I'm trying to do a summary index with mail flow information across Exchange and Cisco Ironports. The Ironports have a MID field that is specific to each message, and an ICID and a DCID that is specific to each Incoming Connection and Destination Connection. I'd initially done a transaction MSGID MID ICID DCID
, but then discovered that the ICID and DCID can be used by multiple MIDs.
I know I can solve this by generating an enormous table of all ICIDs, DCIDs and the information I want from them, then tossing that into a lookup table via |outputlookup
, but having to run that as a scheduled search that will always complete before the primary summary indexing search seems very ugly.
Is there a better way?
As an aside from the main question -- suppose I'm trying to simplify 200 events down to 1 event to speed searching. It's not statistical work, not using the si commands, but speed is no less essential: is there a better way than using a summary index?
You may want to look at the searchtxn
command. It may be better suited for what you're looking for.
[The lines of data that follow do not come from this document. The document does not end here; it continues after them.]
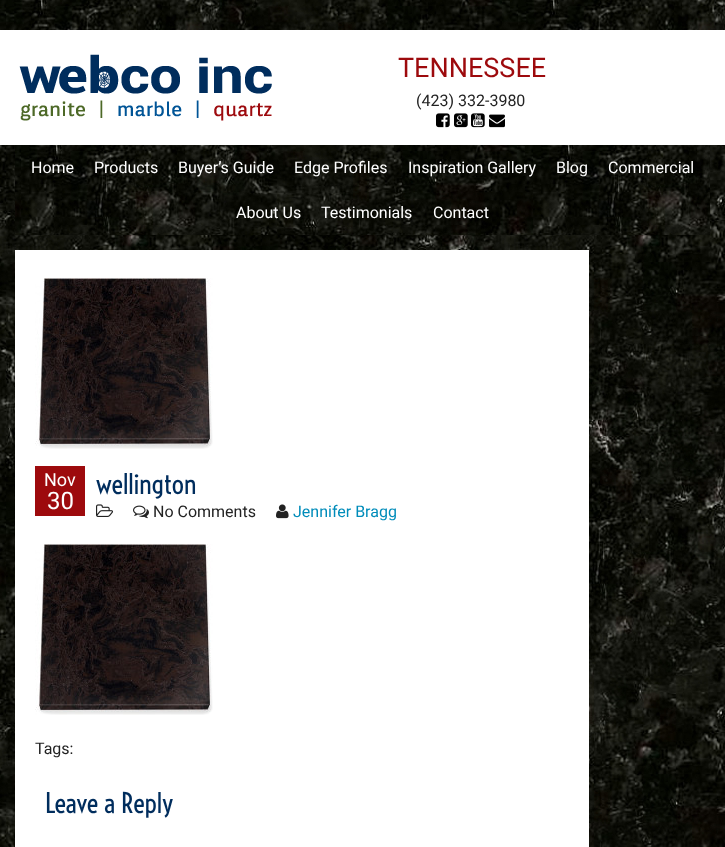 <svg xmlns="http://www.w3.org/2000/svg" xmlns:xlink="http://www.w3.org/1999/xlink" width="725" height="847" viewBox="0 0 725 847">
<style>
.cls-1{font:27px Roboto;fill:#9d0a0d}
.cls-2{font:16px Roboto;fill:#222222}
.cls-3{font:16px Roboto;fill:#ffffff}
.cls-4{font:18px Roboto;fill:#ffffff}
.cls-5{font:24px Roboto;fill:#ffffff}
.cls-6{font:27px Voltaire;fill:#002d5d}
.cls-7{font:16px Roboto;fill:#008cba}
</style>
<rect width="100%" height="100%" fill="#ffffff"/>
<image xlink:href="image0.png" x="0" y="0" width="725" height="847"/>
<rect fill="#ffffff" x="0" y="30" width="725" height="115"/>
<image xlink:href="image1.png" x="19" y="54" width="253" height="67"/>
<image xlink:href="image2.png" x="436" y="113" width="14" height="15"/>
<image xlink:href="image3.png" x="454" y="113" width="14" height="15"/>
<image xlink:href="image4.png" x="471" y="113" width="14" height="15"/>
<image xlink:href="image5.png" x="489" y="114" width="16" height="14"/>
<image xlink:href="image6.png" x="15" y="145" width="695" height="90"/>
<rect fill="#ffffff" x="15" y="250" width="574" height="597"/>
<image xlink:href="image7.png" x="35" y="278" width="178" height="171"/>
<rect fill="#9d0a0d" x="35" y="466" width="50" height="50"/>
<image xlink:href="image8.png" x="96" y="504" width="17" height="13"/>
<image xlink:href="image9.png" x="133" y="505" width="16" height="14"/>
<image xlink:href="image10.png" x="276" y="504" width="13" height="15"/>
<image xlink:href="image7.png" x="35" y="544" width="178" height="171"/>
<text class="cls-1" x="398" y="77">TENNESSEE</text>
<text class="cls-2" x="416" y="106">(423) 332-3980</text>
<text class="cls-3" x="31" y="173">Home</text>
<text class="cls-3" x="94" y="173">Products</text>
<text class="cls-3" x="178" y="173">Buyer’s Guide</text>
<text class="cls-3" x="294" y="173">Edge Profiles</text>
<text class="cls-3" x="408" y="173">Inspiration Gallery</text>
<text class="cls-3" x="556" y="173">Blog</text>
<text class="cls-3" x="608" y="173">Commercial</text>
<text class="cls-3" x="236" y="218">About Us</text>
<text class="cls-3" x="321" y="218">Testimonials</text>
<text class="cls-3" x="433" y="218">Contact</text>
<text class="cls-4" x="44" y="486">Nov</text>
<text class="cls-5" x="47" y="509">30</text>
<text class="cls-6" x="96" y="494">wellington</text>
<text class="cls-2" x="153" y="517">No Comments</text>
<text class="cls-7" x="293" y="517">Jennifer Bragg</text>
<text class="cls-2" x="35" y="754">Tags:</text>
<text class="cls-6" x="45" y="813">Leave a Reply</text>
</svg>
http://docs.splunk.com/Documentation/Splunk/latest/SearchReference/Searchtxn
I could replicate its results by searching for:
host=MyExchangeServer OR host=MyIronport MSGID=[A Test Message ID Here] IronportMID=* | transaction MSGID
I would try to research it more myself, but there appears to be a total dearth of examples on answers or the web, beyond the official manpage. Anything I can change to give searchtxn a better shot?
I can't seem to get searchtxn to work. I've defined a transaction that I have verified works with the normal transaction command:
[NewMailFlowTransaction]
maxspan=24h
maxpause=24h
maxopentxn=42000
maxopenevents=400000
connected=t
fields=IronportMID,MSGID
search=host=MyExchangeServer OR host=MyIronport (MSGID=* OR IronportMID=*)
I run the search | searchtxn NewMailFlowTransaction MSGID=[A Test Message ID Here]
but it only ever returns the one line that contains both the MSGID and the IronportMID.
I've never looked at searchtxn before -- let me check that out.
Good point, searchtxn is a better fit for this use case than transaction.
In general, transaction is best reserved for situations where you want to group "events" together for viewing by an analyst. Stats, timechart, and other reporting/transforming commands are usually a better choice for dealing with "results", population of the summary index, and similar use cases.
I am confused why you are using the summary index to track individual message transactions. The summary index is designed to help aggregation of statistical trends.
That aside, you can do this:
... | stats values(icid) as icid values(dcid) as dcid by mid | mvexpand icid | mvexpand dcid | ...
The rationale behind this is that I want to be able to quickly search through my email logs. The raw logs contain between 20 and 50 events for the average message, with some messages containing 200 events. All I actually want, though, is 1 event. Thus, a summary index speeds search considerably, and even more importantly, avoids the need to use transaction to get critical details. This is all before knowing about searchtxn, though, so that may be my silver bullet.
It's also worth asking, what exactly are the results you are trying to get out at the end? i.e., why are you creating this table? Sometimes it's easier in Splunk to not create a large intermediate result to get to where you want to go.
Interestingly enough, the transaction examples on the manual page ( http://docs.splunk.com/Documentation/Splunk/latest/SearchReference/Transaction ) will suffer the same problem. In my environment, there are about 36% more dc(MIDs) than dc(DCIDs), when doing a search for just the single log message where they co-exist.